PROMPT
Extract exactly and only the lines of the data below, starting at the line with "Map reading. Describe" and stopping after the final line.

Dataset excerpts

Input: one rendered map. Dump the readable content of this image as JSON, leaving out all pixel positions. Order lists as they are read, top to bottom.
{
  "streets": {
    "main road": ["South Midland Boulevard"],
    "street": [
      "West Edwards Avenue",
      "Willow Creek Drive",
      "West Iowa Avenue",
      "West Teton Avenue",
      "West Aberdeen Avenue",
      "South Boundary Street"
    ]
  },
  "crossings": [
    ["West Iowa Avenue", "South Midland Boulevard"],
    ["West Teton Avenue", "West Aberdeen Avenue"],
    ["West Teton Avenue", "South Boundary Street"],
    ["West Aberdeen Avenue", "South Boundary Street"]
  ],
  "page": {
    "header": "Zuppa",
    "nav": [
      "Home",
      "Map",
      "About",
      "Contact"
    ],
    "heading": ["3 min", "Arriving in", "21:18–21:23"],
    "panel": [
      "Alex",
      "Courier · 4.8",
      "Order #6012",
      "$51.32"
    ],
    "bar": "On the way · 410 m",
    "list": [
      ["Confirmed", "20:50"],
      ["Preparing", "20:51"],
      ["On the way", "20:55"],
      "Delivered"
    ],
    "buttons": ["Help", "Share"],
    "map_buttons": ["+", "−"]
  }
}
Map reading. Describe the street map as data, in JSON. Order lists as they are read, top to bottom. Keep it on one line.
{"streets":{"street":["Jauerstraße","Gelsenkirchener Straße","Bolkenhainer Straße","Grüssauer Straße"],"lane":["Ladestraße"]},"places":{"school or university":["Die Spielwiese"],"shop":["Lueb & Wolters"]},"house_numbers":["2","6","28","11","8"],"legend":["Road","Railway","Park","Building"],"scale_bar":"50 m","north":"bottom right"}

TASK RESULT
Map reading. Describe the street map as data, in JSON. Order lists as they are read, top to bottom. Keep it on one line.
{"streets":{"street":["Jauerstraße","Gelsenkirchener Straße","Bolkenhainer Straße","Grüssauer Straße"],"lane":["Ladestraße"]},"places":{"school or university":["Die Spielwiese"],"shop":["Lueb & Wolters"]},"house_numbers":["2","6","28","11","8"],"legend":["Road","Railway","Park","Building"],"scale_bar":"50 m","north":"bottom right"}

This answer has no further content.